◆ Your assignment:
Below are some entries; state how many of their lines include the word "main" and give no more than that number.

Stored data:
----------------

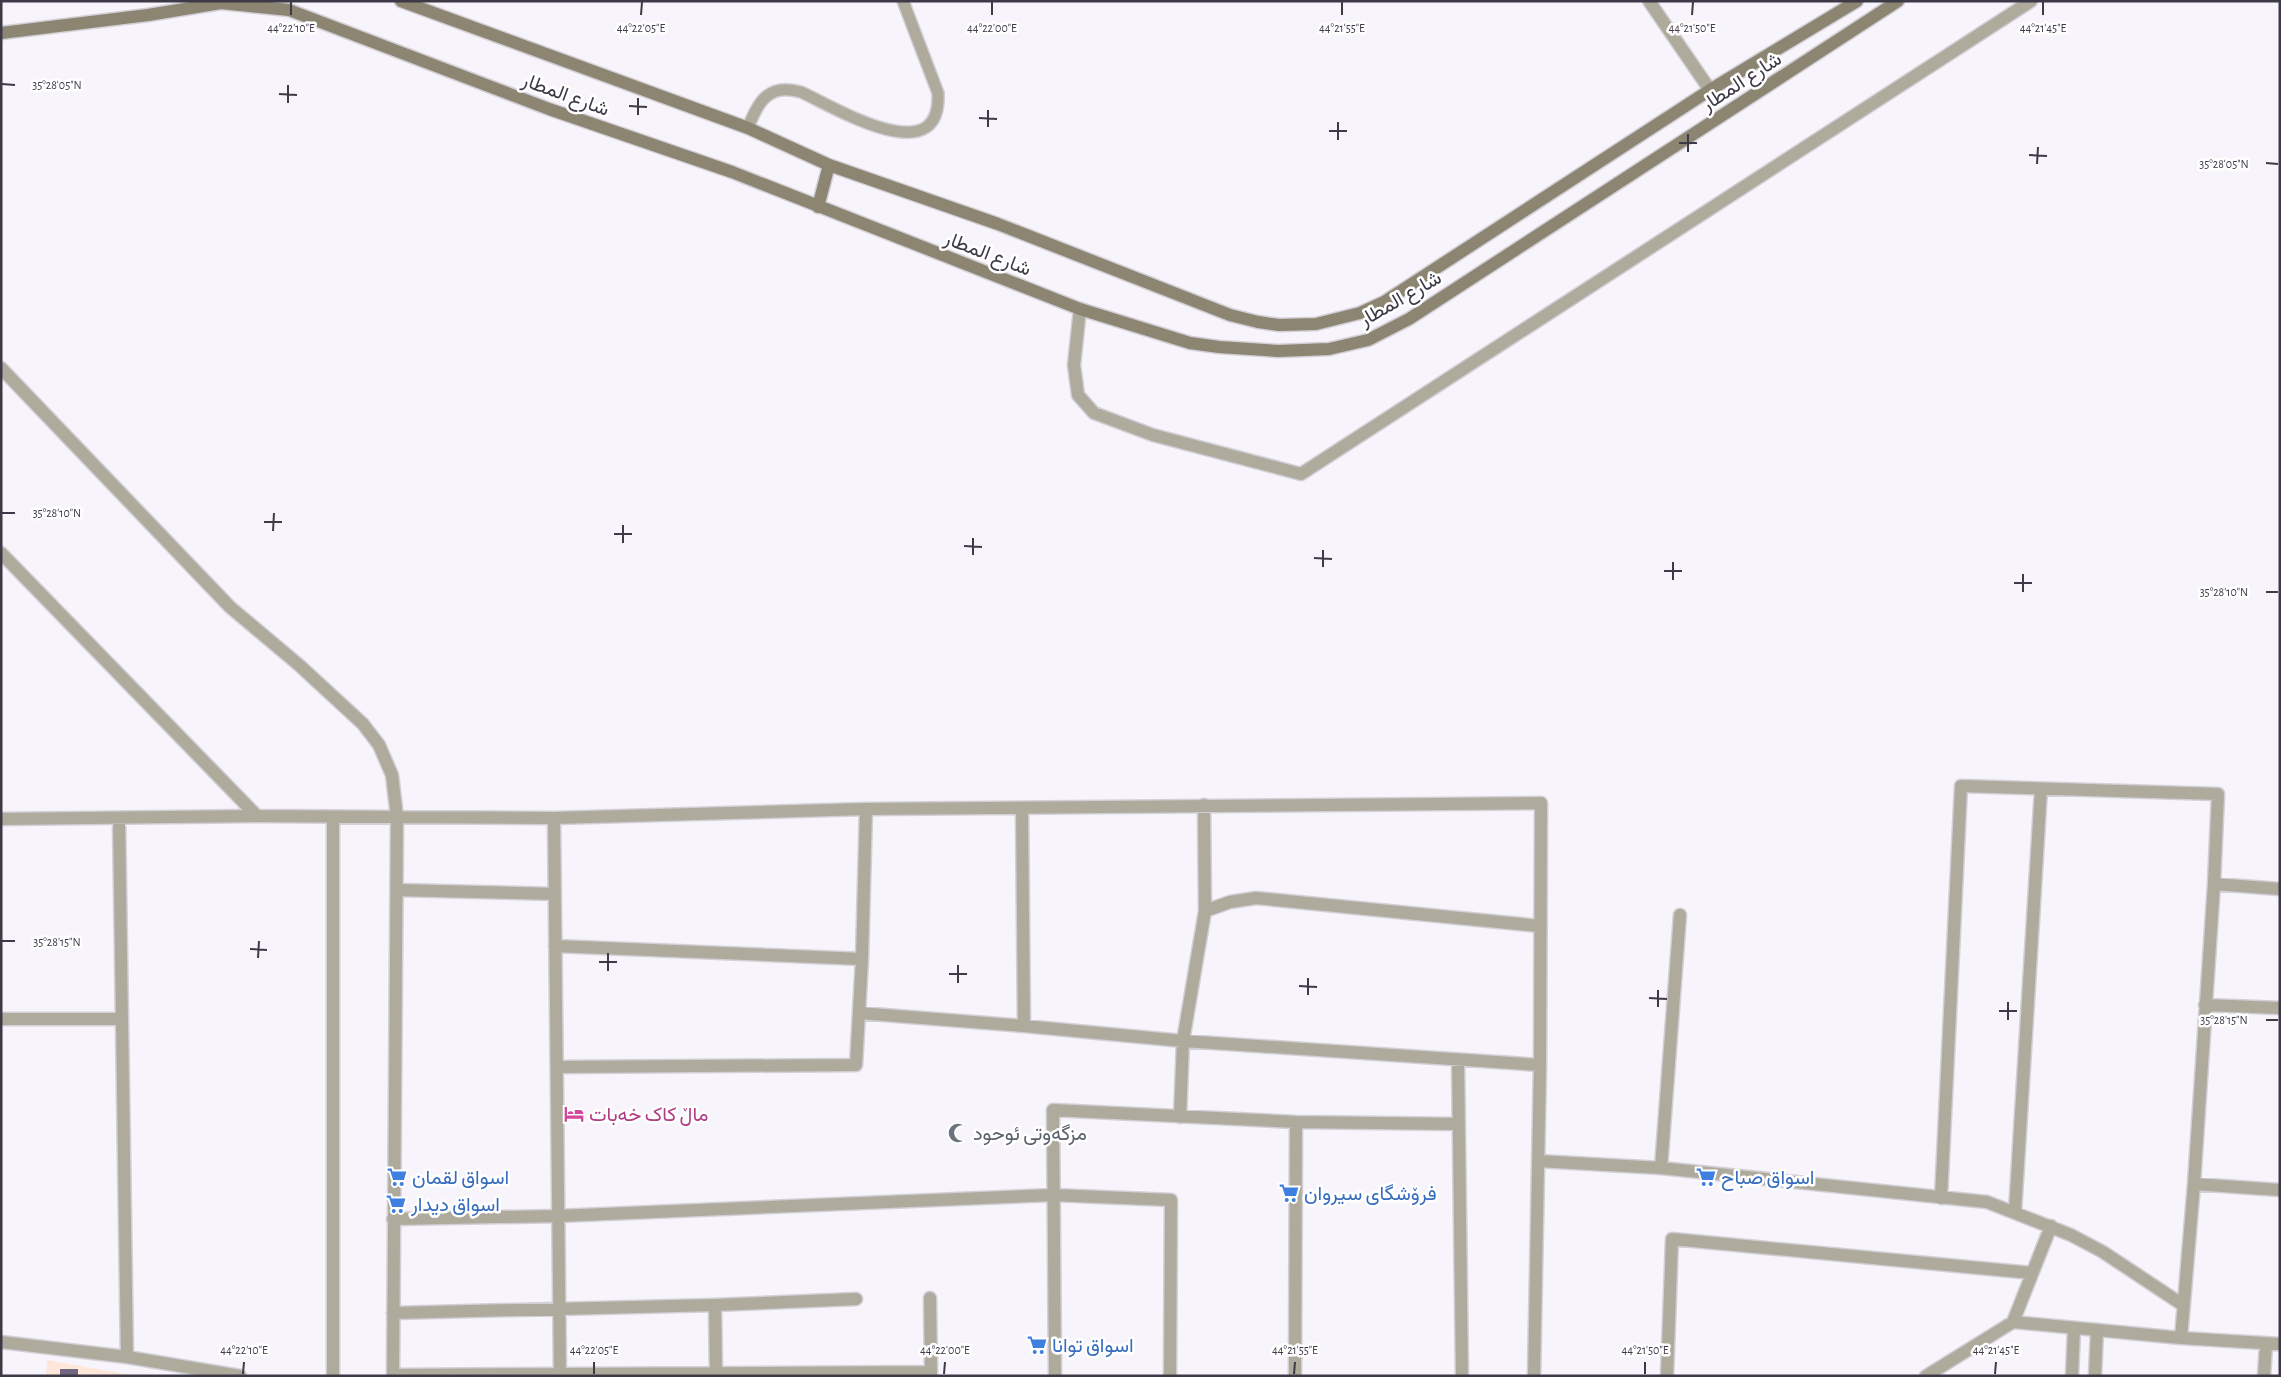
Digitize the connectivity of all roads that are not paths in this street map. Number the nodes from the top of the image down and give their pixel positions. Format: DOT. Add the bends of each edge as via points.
graph roads {
  1 [pos="401,1"];
  2 [pos="903,1"];
  3 [pos="1649,1"];
  4 [pos="1857,1"];
  5 [pos="1898,1"];
  6 [pos="2031,1"];
  7 [pos="240,3"];
  8 [pos="1,33"];
  9 [pos="1710,90"];
  10 [pos="748,128"];
  11 [pos="829,165"];
  12 [pos="818,207"];
  13 [pos="1080,310"];
  14 [pos="1,368"];
  15 [pos="1,553"];
  16 [pos="2041,789"];
  17 [pos="1204,805"];
  18 [pos="1022,808"];
  19 [pos="866,809"];
  20 [pos="257,816"];
  21 [pos="333,817"];
  22 [pos="398,817"];
  23 [pos="554,818"];
  24 [pos="1,819"];
  25 [pos="119,819"];
  26 [pos="2214,884"];
  27 [pos="2280,889"];
  28 [pos="397,890"];
  29 [pos="555,894"];
  30 [pos="1205,911"];
  31 [pos="1680,915"];
  32 [pos="1540,926"];
  33 [pos="555,946"];
  34 [pos="862,959"];
  35 [pos="2205,1005"];
  36 [pos="2280,1008"];
  37 [pos="859,1013"];
  38 [pos="1,1019"];
  39 [pos="122,1020"];
  40 [pos="1024,1026"];
  41 [pos="1184,1041"];
  42 [pos="1458,1060"];
  43 [pos="1540,1065"];
  44 [pos="557,1067"];
  45 [pos="1180,1116"];
  46 [pos="1296,1122"];
  47 [pos="1459,1124"];
  48 [pos="1538,1160"];
  49 [pos="1661,1168"];
  50 [pos="2194,1184"];
  51 [pos="2280,1190"];
  52 [pos="1053,1195"];
  53 [pos="1941,1198"];
  54 [pos="2014,1212"];
  55 [pos="558,1216"];
  56 [pos="393,1219"];
  57 [pos="2051,1226"];
  58 [pos="2032,1273"];
  59 [pos="930,1298"];
  60 [pos="856,1299"];
  61 [pos="715,1305"];
  62 [pos="2182,1305"];
  63 [pos="559,1309"];
  64 [pos="393,1313"];
  65 [pos="2013,1322"];
  66 [pos="2074,1328"];
  67 [pos="2097,1330"];
  68 [pos="2181,1338"];
  69 [pos="1,1342"];
  70 [pos="2266,1344"];
  71 [pos="2280,1344"];
  72 [pos="127,1357"];
  73 [pos="560,1374"];
  74 [pos="931,1374"];
  75 [pos="393,1375"];
  76 [pos="716,1375"];
  77 [pos="240,1376"];
  78 [pos="333,1376"];
  79 [pos="1054,1376"];
  80 [pos="1170,1376"];
  81 [pos="1295,1376"];
  82 [pos="1462,1376"];
  83 [pos="1534,1376"];
  84 [pos="1668,1376"];
  85 [pos="1926,1376"];
  86 [pos="2072,1376"];
  87 [pos="2095,1376"];
  88 [pos="2264,1376"];
  1 -- 10 [label="main road, شارع المطار"];
  2 -- 10 [label="lane" via="938,93 936,116 924,129 901,134 880,129 791,89 778,90 759,102"];
  3 -- 9 [label="street"];
  4 -- 9 [label="main road, شارع المطار"];
  5 -- 13 [label="main road, شارع المطار" via="1409,319 1368,340 1310,351 1219,347 1190,343"];
  6 -- 13 [label="street" via="1301,474 1153,435 1094,413 1078,395 1074,365"];
  7 -- 8 [label="main road, شارع المطار"];
  7 -- 12 [label="main road, شارع المطار" via="289,10 317,19 549,109 732,172"];
  9 -- 11 [label="main road, شارع المطار" via="1384,302 1346,317 1316,324 1279,325 1230,315 998,224"];
  10 -- 11 [label="main road, شارع المطار"];
  11 -- 12 [label="main road"];
  12 -- 13 [label="main road, شارع المطار"];
  14 -- 22 [label="street" via="230,607 363,724 379,745 392,775"];
  15 -- 20 [label="street"];
  16 -- 26 [label="street" via="2218,794"];
  16 -- 53 [label="street" via="1960,786"];
  16 -- 54 [label="street"];
  17 -- 18 [label="street"];
  17 -- 30 [label="street"];
  17 -- 32 [label="street" via="1541,803"];
  18 -- 19 [label="street"];
  18 -- 40 [label="street"];
  19 -- 23 [label="street"];
  19 -- 34 [label="street"];
  20 -- 21 [label="street"];
  20 -- 25 [label="street"];
  21 -- 22 [label="street"];
  21 -- 78 [label="street"];
  22 -- 23 [label="street"];
  22 -- 28 [label="street"];
  23 -- 29 [label="street"];
  24 -- 25 [label="street"];
  25 -- 39 [label="street"];
  26 -- 27 [label="street"];
  26 -- 35 [label="street"];
  28 -- 29 [label="street"];
  28 -- 56 [label="street"];
  29 -- 33 [label="street"];
  30 -- 32 [label="street" via="1230,902 1256,898"];
  30 -- 41 [label="street"];
  31 -- 49 [label="street"];
  32 -- 43 [label="street"];
  33 -- 34 [label="street"];
  33 -- 44 [label="street"];
  34 -- 37 [label="street"];
  35 -- 36 [label="street"];
  35 -- 50 [label="street"];
  37 -- 40 [label="street"];
  37 -- 44 [label="street" via="856,1065"];
  38 -- 39 [label="street"];
  39 -- 72 [label="street"];
  40 -- 41 [label="street"];
  41 -- 42 [label="street"];
  41 -- 45 [label="street"];
  42 -- 43 [label="street"];
  42 -- 47 [label="street"];
  43 -- 48 [label="street"];
  44 -- 55 [label="street"];
  45 -- 46 [label="street"];
  45 -- 52 [label="street" via="1053,1110"];
  46 -- 47 [label="street"];
  46 -- 81 [label="street"];
  47 -- 82 [label="street"];
  48 -- 49 [label="street"];
  48 -- 83 [label="street"];
  49 -- 53 [label="street"];
  50 -- 51 [label="street"];
  50 -- 62 [label="street"];
  52 -- 55 [label="street"];
  52 -- 79 [label="street"];
  52 -- 80 [label="street" via="1171,1200"];
  53 -- 54 [label="street" via="1987,1202"];
  54 -- 57 [label="street"];
  55 -- 56 [label="street"];
  55 -- 63 [label="street"];
  56 -- 64 [label="street"];
  57 -- 58 [label="street"];
  57 -- 62 [label="street" via="2103,1252"];
  58 -- 65 [label="street"];
  58 -- 84 [label="street" via="1672,1239"];
  59 -- 74 [label="street"];
  60 -- 61 [label="street"];
  61 -- 63 [label="street"];
  61 -- 76 [label="street"];
  62 -- 68 [label="street"];
  63 -- 64 [label="street"];
  63 -- 73 [label="street"];
  64 -- 75 [label="street"];
  65 -- 66 [label="street"];
  65 -- 85 [label="street"];
  66 -- 67 [label="street"];
  66 -- 86 [label="street"];
  67 -- 68 [label="street"];
  67 -- 87 [label="street"];
  68 -- 70 [label="street"];
  69 -- 72 [label="street"];
  70 -- 71 [label="street"];
  70 -- 88 [label="street"];
  72 -- 77 [label="street"];
  73 -- 75 [label="street"];
  73 -- 76 [label="street"];
  74 -- 76 [label="street"];
}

----------------

◆ Answer to the problem:
9